=== YOUR TASK ===
Among the entries below, how many lines contain the string "СОНЯЧНА"? Reply with that number alone.

=== Begin Enclosure ===

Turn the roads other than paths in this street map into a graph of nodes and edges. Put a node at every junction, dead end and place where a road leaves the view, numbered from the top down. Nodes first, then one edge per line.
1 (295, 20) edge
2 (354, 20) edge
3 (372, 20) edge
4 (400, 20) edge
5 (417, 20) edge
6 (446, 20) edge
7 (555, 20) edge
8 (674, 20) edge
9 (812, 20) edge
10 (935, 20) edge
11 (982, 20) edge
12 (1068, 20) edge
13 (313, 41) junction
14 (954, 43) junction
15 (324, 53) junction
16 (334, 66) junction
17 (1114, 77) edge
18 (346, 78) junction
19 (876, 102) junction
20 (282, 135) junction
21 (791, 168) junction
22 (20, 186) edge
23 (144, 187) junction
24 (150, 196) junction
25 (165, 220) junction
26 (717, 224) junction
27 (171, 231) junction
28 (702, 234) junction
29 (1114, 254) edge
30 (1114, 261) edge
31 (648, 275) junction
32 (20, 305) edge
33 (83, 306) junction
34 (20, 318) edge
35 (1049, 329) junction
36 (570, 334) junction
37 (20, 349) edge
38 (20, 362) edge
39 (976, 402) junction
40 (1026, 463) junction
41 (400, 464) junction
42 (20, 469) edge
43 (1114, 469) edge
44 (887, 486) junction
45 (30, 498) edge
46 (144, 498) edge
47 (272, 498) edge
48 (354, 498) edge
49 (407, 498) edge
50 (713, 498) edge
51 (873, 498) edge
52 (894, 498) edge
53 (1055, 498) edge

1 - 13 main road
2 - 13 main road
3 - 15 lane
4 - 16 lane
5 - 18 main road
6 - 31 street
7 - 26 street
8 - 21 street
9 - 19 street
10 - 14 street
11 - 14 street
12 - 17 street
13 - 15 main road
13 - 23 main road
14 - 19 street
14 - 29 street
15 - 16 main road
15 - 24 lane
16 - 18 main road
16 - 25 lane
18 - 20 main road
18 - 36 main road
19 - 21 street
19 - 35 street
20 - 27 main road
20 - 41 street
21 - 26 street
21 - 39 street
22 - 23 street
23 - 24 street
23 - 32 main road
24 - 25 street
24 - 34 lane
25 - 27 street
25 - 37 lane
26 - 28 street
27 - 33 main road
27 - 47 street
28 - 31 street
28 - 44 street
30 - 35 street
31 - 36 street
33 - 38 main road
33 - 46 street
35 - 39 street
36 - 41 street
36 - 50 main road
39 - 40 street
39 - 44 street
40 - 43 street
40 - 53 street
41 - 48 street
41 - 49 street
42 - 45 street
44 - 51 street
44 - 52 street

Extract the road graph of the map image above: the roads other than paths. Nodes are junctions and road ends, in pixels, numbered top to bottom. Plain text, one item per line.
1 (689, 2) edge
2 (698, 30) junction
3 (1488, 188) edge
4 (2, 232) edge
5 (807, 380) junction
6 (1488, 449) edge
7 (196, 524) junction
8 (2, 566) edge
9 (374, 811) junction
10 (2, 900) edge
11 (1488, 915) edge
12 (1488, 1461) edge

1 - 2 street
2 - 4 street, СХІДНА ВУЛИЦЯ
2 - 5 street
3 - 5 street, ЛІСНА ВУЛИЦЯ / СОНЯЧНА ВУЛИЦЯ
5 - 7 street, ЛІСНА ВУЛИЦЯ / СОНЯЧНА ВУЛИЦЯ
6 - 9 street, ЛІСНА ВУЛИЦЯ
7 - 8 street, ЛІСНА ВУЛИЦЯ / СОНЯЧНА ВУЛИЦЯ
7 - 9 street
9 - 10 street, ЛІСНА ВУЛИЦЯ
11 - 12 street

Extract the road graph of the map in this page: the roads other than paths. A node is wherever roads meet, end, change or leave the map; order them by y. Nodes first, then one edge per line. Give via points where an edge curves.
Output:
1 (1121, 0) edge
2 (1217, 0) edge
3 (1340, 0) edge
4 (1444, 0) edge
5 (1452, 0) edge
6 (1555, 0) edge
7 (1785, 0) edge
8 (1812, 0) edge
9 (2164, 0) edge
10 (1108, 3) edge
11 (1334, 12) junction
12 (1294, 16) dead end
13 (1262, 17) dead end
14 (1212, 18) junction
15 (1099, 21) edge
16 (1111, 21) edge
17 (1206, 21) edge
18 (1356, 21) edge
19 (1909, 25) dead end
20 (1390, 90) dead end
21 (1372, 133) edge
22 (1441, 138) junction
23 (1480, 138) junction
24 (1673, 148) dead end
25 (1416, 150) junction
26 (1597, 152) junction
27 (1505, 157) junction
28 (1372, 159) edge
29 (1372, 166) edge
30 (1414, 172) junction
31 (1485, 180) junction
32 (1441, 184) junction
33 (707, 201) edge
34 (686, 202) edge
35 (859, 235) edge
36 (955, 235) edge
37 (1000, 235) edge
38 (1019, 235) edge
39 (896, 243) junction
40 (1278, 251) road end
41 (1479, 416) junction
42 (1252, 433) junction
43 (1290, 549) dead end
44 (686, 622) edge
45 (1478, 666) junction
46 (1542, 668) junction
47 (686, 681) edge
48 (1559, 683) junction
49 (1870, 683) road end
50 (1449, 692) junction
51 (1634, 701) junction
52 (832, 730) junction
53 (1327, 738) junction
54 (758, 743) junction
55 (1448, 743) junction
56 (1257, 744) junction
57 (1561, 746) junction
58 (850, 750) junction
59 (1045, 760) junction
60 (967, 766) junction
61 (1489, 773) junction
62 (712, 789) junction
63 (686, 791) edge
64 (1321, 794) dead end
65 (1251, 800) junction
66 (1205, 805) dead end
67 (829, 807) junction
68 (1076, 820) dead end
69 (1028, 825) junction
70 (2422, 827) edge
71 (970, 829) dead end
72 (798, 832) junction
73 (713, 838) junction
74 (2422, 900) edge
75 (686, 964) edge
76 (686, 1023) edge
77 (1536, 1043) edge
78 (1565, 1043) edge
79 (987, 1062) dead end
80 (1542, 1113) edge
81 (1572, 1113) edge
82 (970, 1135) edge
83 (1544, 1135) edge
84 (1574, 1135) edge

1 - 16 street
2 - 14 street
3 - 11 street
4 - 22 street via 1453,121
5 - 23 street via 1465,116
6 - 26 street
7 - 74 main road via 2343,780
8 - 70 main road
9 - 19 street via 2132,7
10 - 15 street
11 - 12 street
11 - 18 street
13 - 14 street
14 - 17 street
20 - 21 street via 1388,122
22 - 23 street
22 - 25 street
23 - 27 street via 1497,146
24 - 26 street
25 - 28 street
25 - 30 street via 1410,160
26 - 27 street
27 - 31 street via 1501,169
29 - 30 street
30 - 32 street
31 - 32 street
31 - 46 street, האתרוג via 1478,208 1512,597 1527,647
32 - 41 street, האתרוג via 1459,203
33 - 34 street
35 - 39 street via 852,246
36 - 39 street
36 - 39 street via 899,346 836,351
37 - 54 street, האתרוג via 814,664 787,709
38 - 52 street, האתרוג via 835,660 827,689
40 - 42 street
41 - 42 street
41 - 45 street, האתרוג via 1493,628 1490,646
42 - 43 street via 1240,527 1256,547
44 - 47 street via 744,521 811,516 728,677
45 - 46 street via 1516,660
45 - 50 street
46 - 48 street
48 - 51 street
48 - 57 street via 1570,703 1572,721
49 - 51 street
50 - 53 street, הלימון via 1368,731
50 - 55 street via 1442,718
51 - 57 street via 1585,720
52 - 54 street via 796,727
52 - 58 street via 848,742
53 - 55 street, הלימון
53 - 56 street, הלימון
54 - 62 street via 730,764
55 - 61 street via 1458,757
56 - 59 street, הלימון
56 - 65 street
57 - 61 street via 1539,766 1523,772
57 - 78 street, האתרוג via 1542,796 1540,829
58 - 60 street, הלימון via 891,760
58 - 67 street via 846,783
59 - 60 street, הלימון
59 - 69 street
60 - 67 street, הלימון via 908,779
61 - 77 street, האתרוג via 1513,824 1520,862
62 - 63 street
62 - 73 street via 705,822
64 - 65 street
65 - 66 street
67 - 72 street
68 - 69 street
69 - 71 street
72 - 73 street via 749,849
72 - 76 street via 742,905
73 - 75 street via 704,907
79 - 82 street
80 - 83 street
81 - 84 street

=== End Enclosure ===

=== TASK SOLUTION ===
3